MCT/MICHAEL HOGUE/DALLAS MORNING NEWS
MCT/MICHAEL HOGUE/DALLAS MORNING NEWS

While remaining alert and maintaining vigilance are critical to survival, sooner or later you must come to terms with reality. I maintained my own frantic, paranoid vigilance for the first week or so in-country. Every stray wire and tube was a potential bomb, every bulging stomach a possible suicide vest. I soon came to the realization that there was very little I could do to prevent an attack. The somber truth is that if someone is willing to die in order to kill you, precious little can stop them.
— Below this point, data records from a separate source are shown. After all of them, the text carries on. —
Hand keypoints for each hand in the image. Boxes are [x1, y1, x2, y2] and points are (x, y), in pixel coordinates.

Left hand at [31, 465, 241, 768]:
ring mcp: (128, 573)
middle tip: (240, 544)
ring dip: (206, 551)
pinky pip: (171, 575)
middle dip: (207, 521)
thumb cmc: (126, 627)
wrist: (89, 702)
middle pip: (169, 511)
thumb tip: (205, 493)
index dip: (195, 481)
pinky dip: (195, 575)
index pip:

I spent my entire combat tour in and around Walid, Iraq. Walid is a small town of 500 people, less than a mile from Iraq’s border with Syria. Fewer than 50 yards east of Walid, a burgeoning tent camp is home to 2,000 Palestinian refugees. Outside the town are numerous scattered populations of sheep-herding Bedouins who scratch out a meager existence in much the same way their ancestors have for thousands of years. The local economy relies on travelers driving along MSR Copper, a major highway connecting Damascus and Baghdad that runs through Walid. The border crossing where MSR Copper continues into Syria is the busiest in all Iraq.

The security situation has improved so dramatically in Iraq that thousands of Iraqi refugees are returning after fleeing to Syria during the early stages of the war. Security gains have contributed to political and economic stabilization. Internal stability, helped by high oil prices, lit a fire within the Iraqi economy. The amount of commercial traffic ferrying imports into Iraq skyrocketed during the course of my tour. Agricultural products, appliances and automobiles from Europe, Egypt, Syria and Lebanon now pour into the country, while convoys, hundreds of trucks long, leave Iraq every week, their tanks topped off with Iraqi crude.
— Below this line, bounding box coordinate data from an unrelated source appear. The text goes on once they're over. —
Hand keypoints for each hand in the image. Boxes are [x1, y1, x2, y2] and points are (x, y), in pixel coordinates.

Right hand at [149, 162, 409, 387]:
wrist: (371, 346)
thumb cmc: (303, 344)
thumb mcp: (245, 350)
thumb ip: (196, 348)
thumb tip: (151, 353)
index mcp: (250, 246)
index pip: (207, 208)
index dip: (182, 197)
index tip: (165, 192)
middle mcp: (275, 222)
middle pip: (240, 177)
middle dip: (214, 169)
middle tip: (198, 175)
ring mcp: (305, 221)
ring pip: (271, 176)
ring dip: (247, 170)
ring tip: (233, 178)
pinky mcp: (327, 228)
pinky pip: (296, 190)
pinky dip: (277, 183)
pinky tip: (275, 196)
When we first arrived in late March, some 2,000 to 3,000 travelers came through Walid on their way to and from Iraq every day. By October the number had grown to 7,000. During peak times—summer and the month of Ramadan—the outdated Iraqi passport office and customs house cannot keep up with the increased volume. Long waits lead to angry travelers, often resulting in fights and occasionally riots. The presence of crowds and hundreds of Iraqi government officials in close confines presents an attractive target for insurgent suicide bombers. Added to that, much of the remaining insurgency is attempting to flee from American and Iraqi forces into Syria. My primary mission was to aid Iraqi security forces in securing and defending the crowds of travelers and government offices from insurgent attacks.

The single greatest obstacle to joint Iraqi-American operations is the language barrier. With the tour system in place, American troops simply do not spend enough time in-country to become functionally proficient in Arabic. The U.S. military employs thousands of interpreters, but there are never enough. Without adequate interpreter support, Americans and Iraqis are relegated to communicating via something akin to charades.
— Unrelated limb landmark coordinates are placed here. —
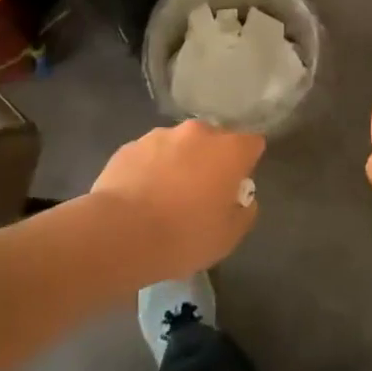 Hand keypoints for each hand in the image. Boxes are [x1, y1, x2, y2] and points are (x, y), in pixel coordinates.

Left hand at [89, 120, 263, 278]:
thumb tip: (242, 199)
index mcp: (229, 150)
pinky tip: (140, 198)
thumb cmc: (183, 236)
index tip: (235, 186)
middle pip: (214, 140)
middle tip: (200, 193)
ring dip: (179, 162)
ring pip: (179, 145)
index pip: (252, 144)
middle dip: (211, 160)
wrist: (119, 234)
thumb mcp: (228, 237)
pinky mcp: (130, 146)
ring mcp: (160, 135)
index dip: (246, 163)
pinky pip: (149, 155)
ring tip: (165, 197)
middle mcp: (198, 133)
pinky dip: (150, 169)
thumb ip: (243, 212)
The bulk of my work at Vanderbilt has been in studying Islam, Arab culture and politics, and the Arabic language. In addition to serving as a military policeman, I also functioned as an interpreter. My Vanderbilt language training made a significant impact on my unit’s ability to complete its mission. Armed with two years of training in Modern Standard Arabic and considerable background knowledge of Islamic history, customs and traditions, I was able to bridge those broad linguistic and cultural barriers.

In addition to working one-on-one with Iraqi police, I interacted directly with crowds of travelers. This allowed the passport office to run more smoothly and presented a more favorable image of American troops. I fielded questions from the crowds, explained the long delays and, if needed, intervened in conflicts before things got out of hand. Once it was established that I could understand Arabic, rabble-rousers were far less likely to try to incite a riot. Elements of Islamic and Arab culture that I retained from Vanderbilt classes helped guide me in my interactions with travelers. I drew from classes about Islamic holidays, the significance of clothing and hats, Arab etiquette, and so on. The Iraqis, travelers and officials alike, assumed that I was a Muslim. I was asked on a few occasions, usually by puzzled Iraqi children, if I was an Iraqi soldier.

My Vanderbilt education came to life and played a vital role every day. I left Iraq in October 2008 with fond memories and a great sense of optimism for the future of that country. Iraq is on the rebound, though the scars of years of poverty and destruction remain.

The war has changed me forever, in ways good and bad. I feel much more confident and accomplished now. On the other hand, I cannot help but fear that the most meaningful work of my life is already behind me. 

Everything in my life seems incredibly trivial now. I am easily irritable for the first time. 

My wife says I have lost my youthful sparkle.

The body heals quickly from physical exhaustion; rest and good food take care of that. It takes your mind a lot longer to detoxify.